On June 30, the NYDFS adopted a final rule that requires regulated financial institutions to maintain a transaction monitoring program for potential BSA/AML violations and a filtering program intended to ban transactions prohibited by federal economic and trade sanctions. Further, the Board of Directors or Senior Officer(s) are required to submit annually, by April 15, a Board Resolution or Compliance Officer Finding, confirming the steps taken to ascertain compliance with the regulation and stating that, “to the best of the [Board or Officer’s] knowledge, the Transaction Monitoring and Filtering Program complies with [the regulation].” The law applies to Regulated Institutions, which include banks, trust companies, private bankers, savings banks and savings and loan associations chartered pursuant to the New York Banking Law, and all branches and agencies of foreign banking corporations licensed under the Banking Law to conduct banking operations in New York; and non-banks, which include check cashers and money transmitters licensed under the Banking Law. Read more…
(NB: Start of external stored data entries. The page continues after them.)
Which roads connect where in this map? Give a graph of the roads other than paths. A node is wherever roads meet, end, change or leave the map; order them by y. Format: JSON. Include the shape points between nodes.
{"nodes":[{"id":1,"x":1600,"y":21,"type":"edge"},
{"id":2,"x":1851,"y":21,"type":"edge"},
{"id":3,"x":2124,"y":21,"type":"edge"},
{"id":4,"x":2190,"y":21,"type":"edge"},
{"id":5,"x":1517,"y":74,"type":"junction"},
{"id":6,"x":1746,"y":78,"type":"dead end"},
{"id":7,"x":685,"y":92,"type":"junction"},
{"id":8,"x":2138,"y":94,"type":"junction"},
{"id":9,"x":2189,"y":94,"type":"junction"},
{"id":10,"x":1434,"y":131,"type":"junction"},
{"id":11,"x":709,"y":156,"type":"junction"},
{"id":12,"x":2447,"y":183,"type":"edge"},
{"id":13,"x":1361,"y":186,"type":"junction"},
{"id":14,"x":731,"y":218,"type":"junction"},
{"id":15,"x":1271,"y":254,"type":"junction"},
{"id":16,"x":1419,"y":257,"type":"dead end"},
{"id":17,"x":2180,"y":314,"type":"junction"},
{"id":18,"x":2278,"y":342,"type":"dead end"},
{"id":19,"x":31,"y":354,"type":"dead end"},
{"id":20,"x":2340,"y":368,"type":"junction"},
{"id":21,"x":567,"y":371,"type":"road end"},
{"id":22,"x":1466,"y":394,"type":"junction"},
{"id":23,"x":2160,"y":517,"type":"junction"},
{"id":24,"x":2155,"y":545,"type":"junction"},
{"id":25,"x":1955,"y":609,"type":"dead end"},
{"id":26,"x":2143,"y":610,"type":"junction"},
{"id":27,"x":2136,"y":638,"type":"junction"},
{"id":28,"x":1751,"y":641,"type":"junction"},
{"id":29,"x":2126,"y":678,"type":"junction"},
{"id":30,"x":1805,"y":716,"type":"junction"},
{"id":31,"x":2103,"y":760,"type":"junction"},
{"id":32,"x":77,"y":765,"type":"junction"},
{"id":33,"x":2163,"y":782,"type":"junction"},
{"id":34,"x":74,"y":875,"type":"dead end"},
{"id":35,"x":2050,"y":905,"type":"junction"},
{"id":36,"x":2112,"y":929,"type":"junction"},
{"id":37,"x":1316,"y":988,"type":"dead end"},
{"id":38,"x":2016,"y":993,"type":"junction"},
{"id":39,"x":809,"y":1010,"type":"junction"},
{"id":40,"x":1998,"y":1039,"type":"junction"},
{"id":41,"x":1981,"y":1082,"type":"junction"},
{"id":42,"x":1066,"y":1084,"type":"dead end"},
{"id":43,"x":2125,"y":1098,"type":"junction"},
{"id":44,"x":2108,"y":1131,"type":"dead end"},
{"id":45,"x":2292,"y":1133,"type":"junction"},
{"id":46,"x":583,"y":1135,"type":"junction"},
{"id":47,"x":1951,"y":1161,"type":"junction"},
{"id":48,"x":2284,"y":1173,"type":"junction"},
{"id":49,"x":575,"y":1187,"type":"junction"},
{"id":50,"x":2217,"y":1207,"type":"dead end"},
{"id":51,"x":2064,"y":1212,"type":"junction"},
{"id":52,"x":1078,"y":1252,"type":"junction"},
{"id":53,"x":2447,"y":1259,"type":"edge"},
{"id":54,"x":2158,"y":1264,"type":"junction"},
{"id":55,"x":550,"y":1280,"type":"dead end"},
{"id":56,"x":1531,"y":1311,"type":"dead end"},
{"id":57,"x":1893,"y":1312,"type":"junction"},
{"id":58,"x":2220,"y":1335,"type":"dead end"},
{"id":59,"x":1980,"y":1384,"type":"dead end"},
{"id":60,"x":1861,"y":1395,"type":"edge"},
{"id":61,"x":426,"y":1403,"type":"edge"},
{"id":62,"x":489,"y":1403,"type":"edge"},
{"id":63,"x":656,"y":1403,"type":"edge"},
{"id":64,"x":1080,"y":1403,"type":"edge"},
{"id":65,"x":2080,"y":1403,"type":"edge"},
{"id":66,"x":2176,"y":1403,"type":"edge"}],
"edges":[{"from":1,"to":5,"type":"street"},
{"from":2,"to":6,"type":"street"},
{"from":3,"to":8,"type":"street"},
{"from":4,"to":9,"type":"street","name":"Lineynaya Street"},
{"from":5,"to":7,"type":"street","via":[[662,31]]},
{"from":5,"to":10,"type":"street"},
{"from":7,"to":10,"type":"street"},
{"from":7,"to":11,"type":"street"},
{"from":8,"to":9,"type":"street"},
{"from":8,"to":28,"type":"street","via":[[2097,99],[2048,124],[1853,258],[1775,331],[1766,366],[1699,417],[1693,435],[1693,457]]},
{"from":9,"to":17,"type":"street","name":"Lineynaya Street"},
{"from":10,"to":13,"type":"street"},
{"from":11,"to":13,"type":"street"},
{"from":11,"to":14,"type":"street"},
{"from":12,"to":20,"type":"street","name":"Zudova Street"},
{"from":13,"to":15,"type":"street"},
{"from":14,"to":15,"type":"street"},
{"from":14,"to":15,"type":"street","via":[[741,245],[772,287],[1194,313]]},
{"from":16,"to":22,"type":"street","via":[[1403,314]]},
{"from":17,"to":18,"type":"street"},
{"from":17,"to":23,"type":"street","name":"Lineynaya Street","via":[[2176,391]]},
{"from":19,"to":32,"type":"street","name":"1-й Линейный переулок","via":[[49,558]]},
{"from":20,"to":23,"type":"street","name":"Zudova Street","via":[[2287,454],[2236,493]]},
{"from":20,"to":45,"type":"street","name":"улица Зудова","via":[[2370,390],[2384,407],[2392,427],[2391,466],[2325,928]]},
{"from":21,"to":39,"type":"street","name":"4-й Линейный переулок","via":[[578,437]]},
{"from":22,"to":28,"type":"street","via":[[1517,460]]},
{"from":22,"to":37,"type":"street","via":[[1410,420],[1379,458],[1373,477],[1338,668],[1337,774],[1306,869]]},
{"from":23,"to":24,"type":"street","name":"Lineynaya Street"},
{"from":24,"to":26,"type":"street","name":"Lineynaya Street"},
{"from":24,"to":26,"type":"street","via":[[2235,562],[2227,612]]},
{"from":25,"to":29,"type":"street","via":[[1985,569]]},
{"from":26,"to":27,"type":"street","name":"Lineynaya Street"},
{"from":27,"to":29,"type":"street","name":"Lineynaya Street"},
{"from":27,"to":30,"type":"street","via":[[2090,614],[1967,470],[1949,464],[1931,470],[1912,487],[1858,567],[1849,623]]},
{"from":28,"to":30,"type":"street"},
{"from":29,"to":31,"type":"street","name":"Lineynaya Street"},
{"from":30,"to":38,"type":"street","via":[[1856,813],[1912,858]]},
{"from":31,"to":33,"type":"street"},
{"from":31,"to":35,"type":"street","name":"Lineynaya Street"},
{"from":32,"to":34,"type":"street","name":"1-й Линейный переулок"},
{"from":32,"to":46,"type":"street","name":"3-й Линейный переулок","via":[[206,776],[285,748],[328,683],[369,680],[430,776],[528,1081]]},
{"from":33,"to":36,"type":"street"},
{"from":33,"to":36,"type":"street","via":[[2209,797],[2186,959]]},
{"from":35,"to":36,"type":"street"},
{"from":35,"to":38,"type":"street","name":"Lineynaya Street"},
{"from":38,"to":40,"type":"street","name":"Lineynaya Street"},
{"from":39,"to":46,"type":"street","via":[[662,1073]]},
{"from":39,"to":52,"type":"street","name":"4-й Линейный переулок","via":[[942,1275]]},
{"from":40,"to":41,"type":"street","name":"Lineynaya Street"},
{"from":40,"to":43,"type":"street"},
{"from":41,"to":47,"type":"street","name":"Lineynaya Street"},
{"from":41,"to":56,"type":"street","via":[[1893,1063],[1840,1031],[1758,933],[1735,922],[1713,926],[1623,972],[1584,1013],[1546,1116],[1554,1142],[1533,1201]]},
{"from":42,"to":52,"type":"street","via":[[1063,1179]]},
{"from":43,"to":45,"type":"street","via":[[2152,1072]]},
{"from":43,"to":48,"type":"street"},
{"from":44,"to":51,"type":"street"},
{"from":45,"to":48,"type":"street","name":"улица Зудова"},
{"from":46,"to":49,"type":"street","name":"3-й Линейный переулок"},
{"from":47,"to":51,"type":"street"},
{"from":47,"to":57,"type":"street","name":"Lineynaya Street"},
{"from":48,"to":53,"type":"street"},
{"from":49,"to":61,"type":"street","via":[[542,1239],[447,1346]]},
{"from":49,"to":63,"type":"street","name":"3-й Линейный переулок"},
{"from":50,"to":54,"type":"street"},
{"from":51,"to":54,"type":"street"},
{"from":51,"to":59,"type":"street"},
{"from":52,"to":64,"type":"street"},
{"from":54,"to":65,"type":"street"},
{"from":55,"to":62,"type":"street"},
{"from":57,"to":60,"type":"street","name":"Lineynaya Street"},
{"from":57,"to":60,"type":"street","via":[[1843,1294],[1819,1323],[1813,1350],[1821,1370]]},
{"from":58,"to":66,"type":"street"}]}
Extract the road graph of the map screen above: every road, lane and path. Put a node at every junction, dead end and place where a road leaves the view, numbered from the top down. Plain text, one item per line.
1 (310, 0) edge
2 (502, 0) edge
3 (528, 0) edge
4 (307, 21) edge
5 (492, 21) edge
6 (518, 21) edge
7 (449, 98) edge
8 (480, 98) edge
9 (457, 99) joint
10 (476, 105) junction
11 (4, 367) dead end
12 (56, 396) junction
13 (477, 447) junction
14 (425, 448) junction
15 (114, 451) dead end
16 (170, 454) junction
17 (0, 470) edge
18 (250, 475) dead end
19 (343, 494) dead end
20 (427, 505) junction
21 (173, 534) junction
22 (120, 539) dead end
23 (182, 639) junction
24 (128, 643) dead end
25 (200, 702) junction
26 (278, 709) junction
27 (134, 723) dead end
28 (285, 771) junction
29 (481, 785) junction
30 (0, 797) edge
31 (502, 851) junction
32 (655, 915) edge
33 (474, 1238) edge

On June 30, North Carolina Governor Pat McCrory signed into law House Bill 289, submitted at the request of the Office of the North Carolina Commissioner of Banks (Commissioner).The Act, which enacts the newly revised North Carolina Money Transmitters Act, subjects certain virtual currency activities to licensure, as well as clarifies that the Act applies to activities that are for personal, family, or household purposes. Applicants seeking licensure must do so via the Nationwide Multistate Licensing System (NMLS) and in accordance with requirements set forth by the Commissioner. Regarding licensure, the “Commissioner has the discretion to require the applicant obtain additional insurance coverage to address related cybersecurity risks inherent in the applicant’s business model as it relates to virtual currency transmission and to the extent such risks are not within the scope of the required surety bond.” The Act purports to be effective as of October 1, 2015.